# Haplochromis burtoni and Astatotilapia burtoni???



## johnchor (Apr 2, 2011)

hello folks,

is Haplochromis burtoni and Astatotilapia burtoni the same fish?

i saw 2 profiles on this site
Astatotilapia burtoni is rated as aggressive
Haplochromis burtoni is rated a midly aggressive

the also looked very different on the 2 profiles here. :-?

please advice thanks.


----------



## StructureGuy (Jul 27, 2002)

johnchor said:


> is Haplochromis burtoni and Astatotilapia burtoni the same fish?


It's the same fish. It resides in the rivers around Lake Tanganyika so it somehow is listed in the tang section as well as the misc cichlids.
http://www.cichlid-forum.com/profiles/s ... hp?id=1935
http://www.cichlid-forum.com/profiles/s ... hp?id=1441



johnchor said:


> i saw 2 profiles on this site
> Astatotilapia burtoni is rated as aggressive
> Haplochromis burtoni is rated a midly aggressive


The pictures under Hap burtoni are mine. The male on male burtoni aggression was extreme. But my burtoni didn't bother other species in the tank



johnchor said:


> i saw 2 profiles on this site
> the also looked very different on the 2 profiles here.


I don't understand this question.
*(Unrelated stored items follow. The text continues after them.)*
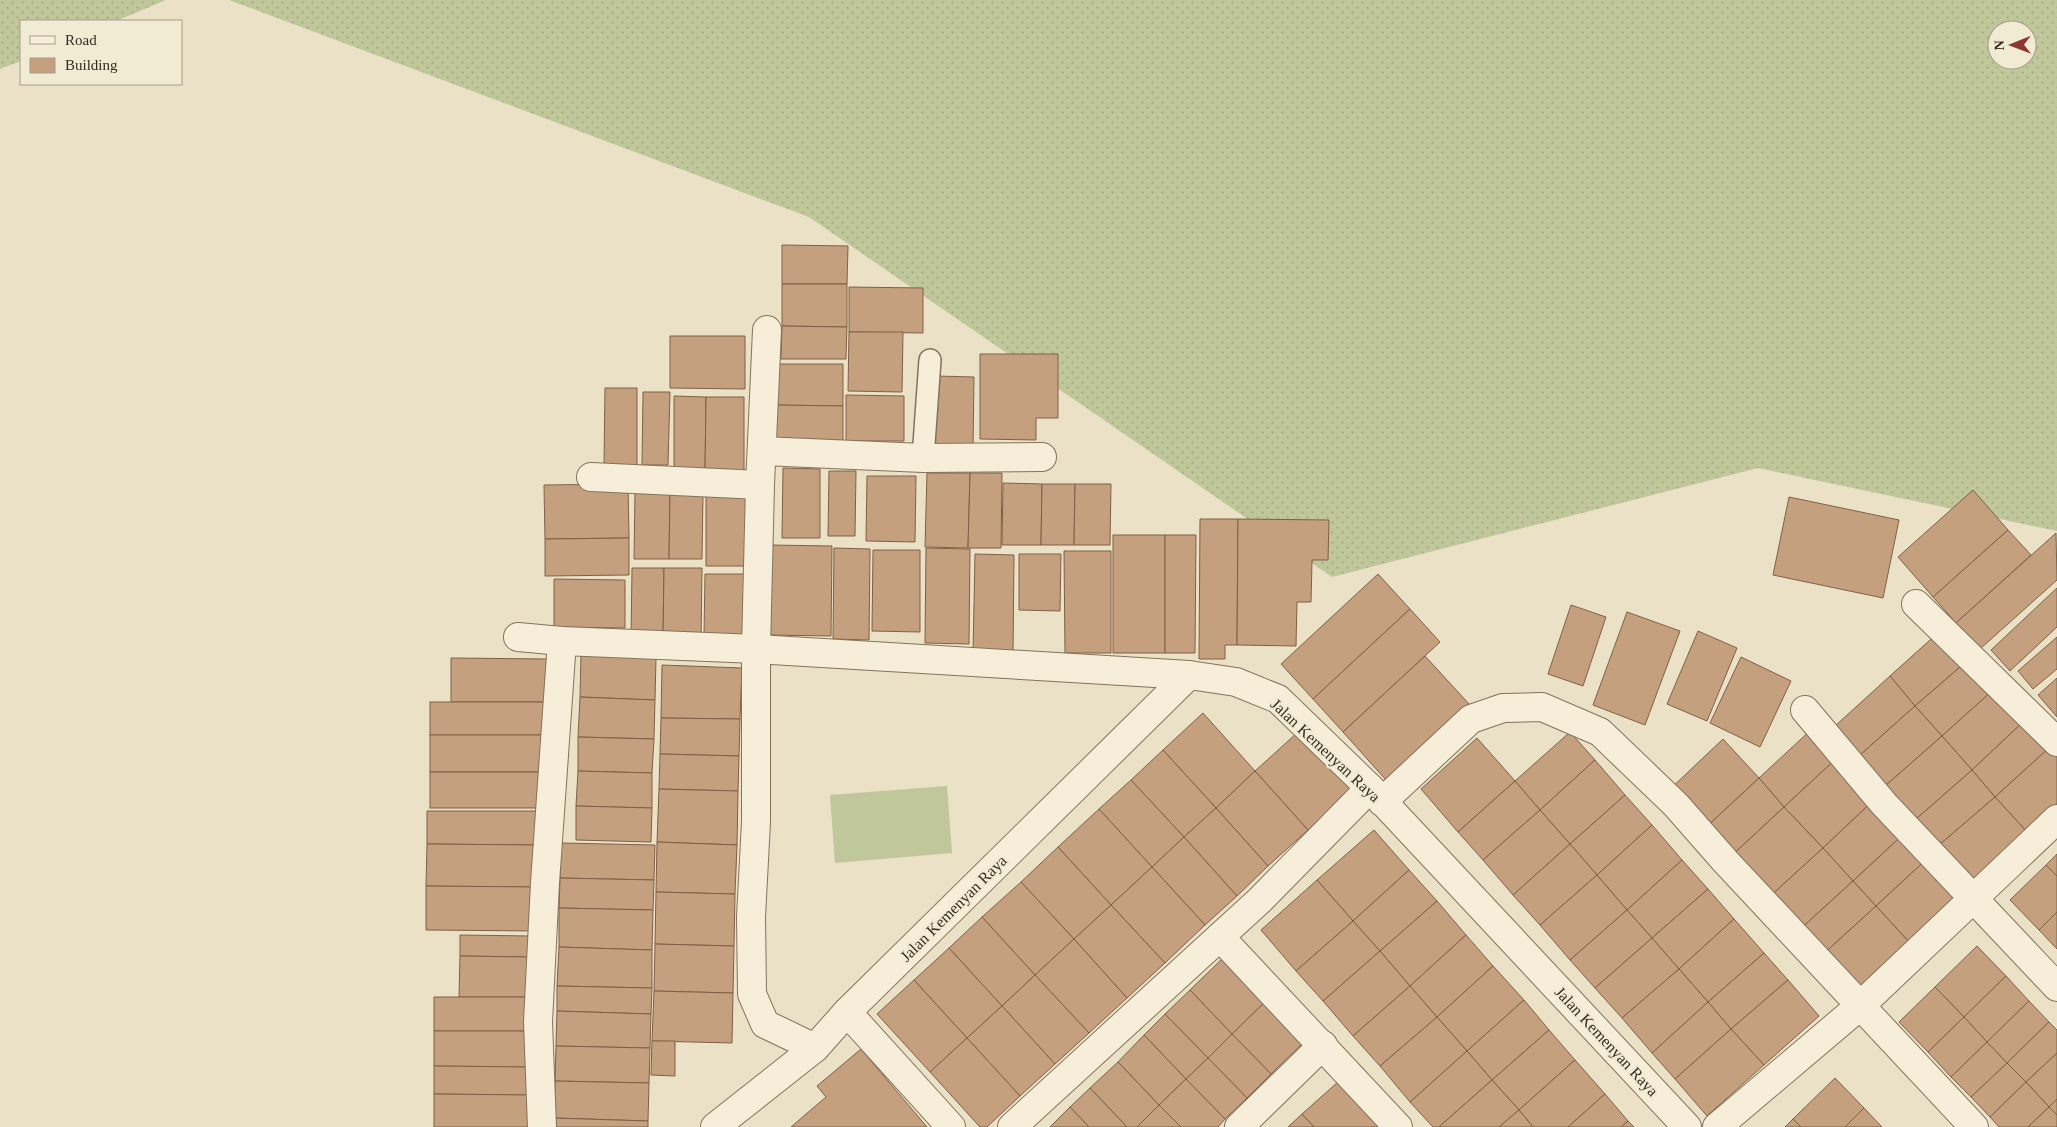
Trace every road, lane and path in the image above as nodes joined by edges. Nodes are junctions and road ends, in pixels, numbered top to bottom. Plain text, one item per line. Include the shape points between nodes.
1 (767, 330) dead end
2 (930, 360) dead end
3 (762, 451) junction
4 (923, 458) junction
5 (1042, 458) dead end
6 (591, 478) dead end
7 (760, 485) junction
8 (1916, 604) dead end
9 (518, 637) dead end
10 (562, 641) junction
11 (756, 649) junction
12 (1189, 675) junction
13 (1805, 710) dead end
14 (2057, 742) edge
15 (1376, 795) junction
16 (2057, 819) edge
17 (1973, 900) junction
18 (1220, 937) junction
19 (2057, 987) edge
20 (1861, 1005) junction
21 (848, 1012) junction
22 (1323, 1045) junction
23 (815, 1048) junction
24 (542, 1127) edge
25 (715, 1127) edge
26 (950, 1127) edge
27 (1012, 1127) edge
28 (1239, 1127) edge
29 (1398, 1127) edge
30 (1688, 1127) edge
31 (1717, 1127) edge
32 (1974, 1127) edge

1 - 3 street
2 - 4 lane
3 - 4 street
3 - 7 street
4 - 5 street
6 - 7 street
7 - 11 street
8 - 14 street
9 - 10 street
10 - 11 street
10 - 24 street via 538,1022
11 - 12 street
11 - 23 street via 752,994 766,1024
12 - 15 street, Jalan Kemenyan Raya via 1236,682 1278,699
12 - 21 street, Jalan Kemenyan Raya
13 - 17 street via 1884,804
15 - 18 street
15 - 20 street via 1471,719 1503,708 1542,707 1600,732 1676,805
15 - 30 street, Jalan Kemenyan Raya
16 - 17 street
17 - 19 street
17 - 20 street
18 - 22 street
18 - 27 street
20 - 31 street
20 - 32 street
21 - 23 street, Jalan Kemenyan Raya
21 - 26 street
22 - 28 street
22 - 29 street
23 - 25 street, Jalan Kemenyan Raya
One profile has pictures and the other has none.

Kevin


----------



## johnchor (Apr 2, 2011)

hello sir

good to hear from u again :thumb:

yes i was looking at Astatotilapia burtoni from my supplier list and this looks like a rather rare and beautiful hap.
i was looking to to mix a single male with malawis and victorian haps.
do you think they are too aggressive for a all male mixed tank?
will he color up as a single male?

i notice it has beautiful head (some black stripes) with some red dots behind the gills. looks cool 
actaully it looks like a victorian hap!

thanks


----------



## vann59 (Jun 20, 2011)

Here is a link to an interesting article I found when I was doing some research on this species http://www.sciencedaily.com/releases/2007/01/070124143907.htm


----------



## StructureGuy (Jul 27, 2002)

Thanks Vann59. That is a good article,
Kevin


----------



## johnchor (Apr 2, 2011)

hello folks

looks like Astatotilapia burtoni is quite aggressive and do not color up when keeping as single male?

please advice thanks


----------